Global Outsourcing by Virtual Companies
The factors to consider in outsourcing by a virtual pharmaceutical company were addressed by Zhengming Chen, senior director of chemistry and CMC of Dov Pharmaceutical in his presentation, “Optimized R&D Outsourcing Business Model: From PreClinical to Development: A Case Study,” at Interphex.
Dov Pharmaceutical is a biopharmaceutical company focused on the discovery, acquisition, and development of novel drug candidates for treating disorders of the central nervous system. Dov operates as a virtual company by focusing on discovery of drug candidates and using outsourcing partners to fill its needs in the drug-development process in areas such as lead optimization and medicinal chemistry, process development and manufacturing of active pharmaceutical ingredients, and drug product and clinical packaging.

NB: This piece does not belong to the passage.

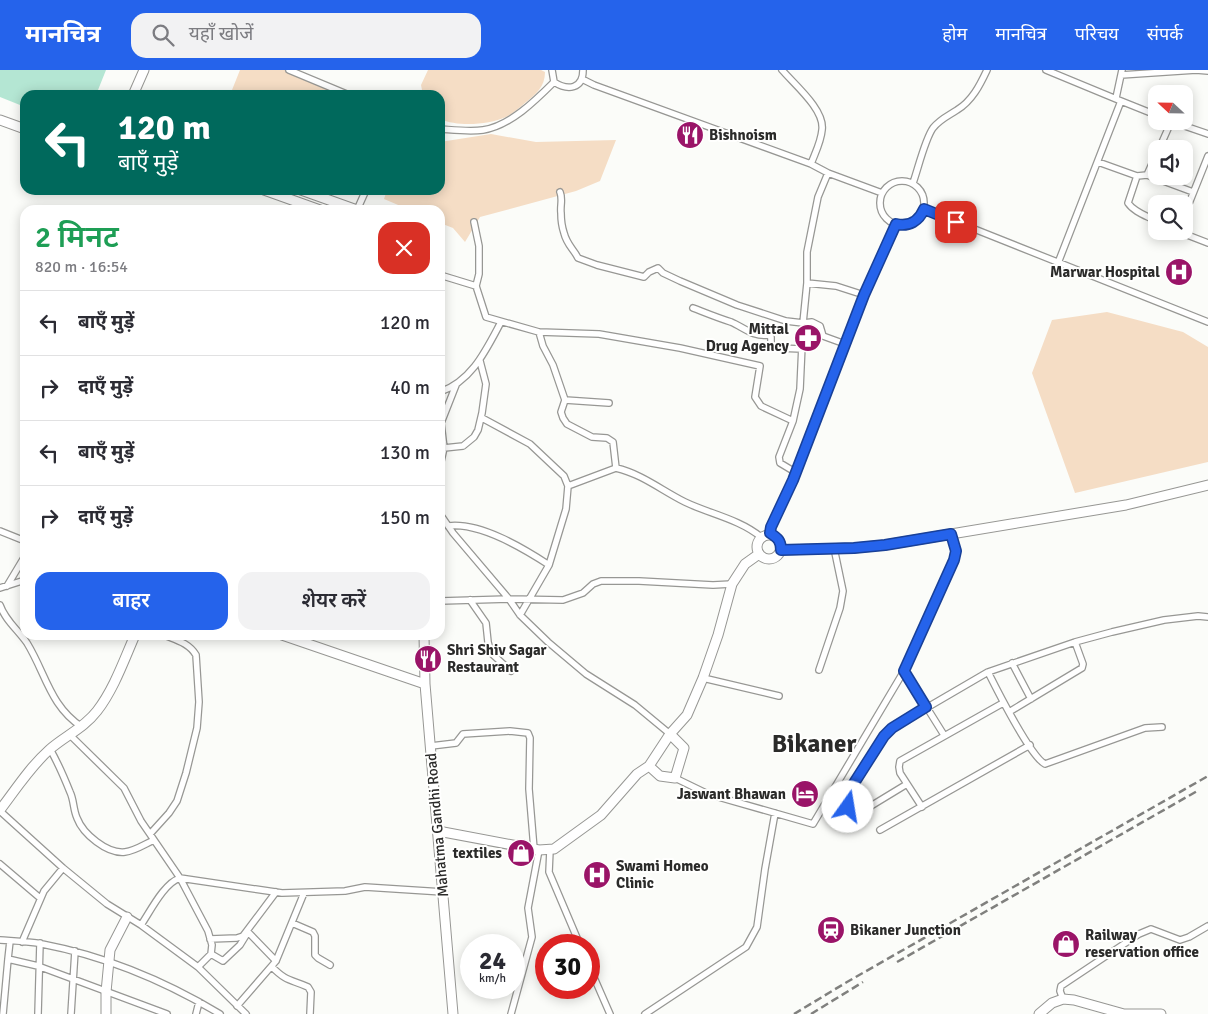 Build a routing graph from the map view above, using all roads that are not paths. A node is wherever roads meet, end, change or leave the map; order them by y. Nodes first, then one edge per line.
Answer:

Even as small company, Chen pointed out that Dov Pharmaceutical uses a global outsourcing strategy and considers and uses partners based in the United States, Europe, and Asia. Globalization of the pharmaceutial industry is often considered in the realm of Big Pharma and the optimization of its development activities and manufacturing networks, but it is also an important part of doing business for the small players. As Big Pharma continues to struggle with product innovation and making its pipeline fertile, meeting the demands of the global virtual pharmaceutical company is an important paradigm in outsourcing.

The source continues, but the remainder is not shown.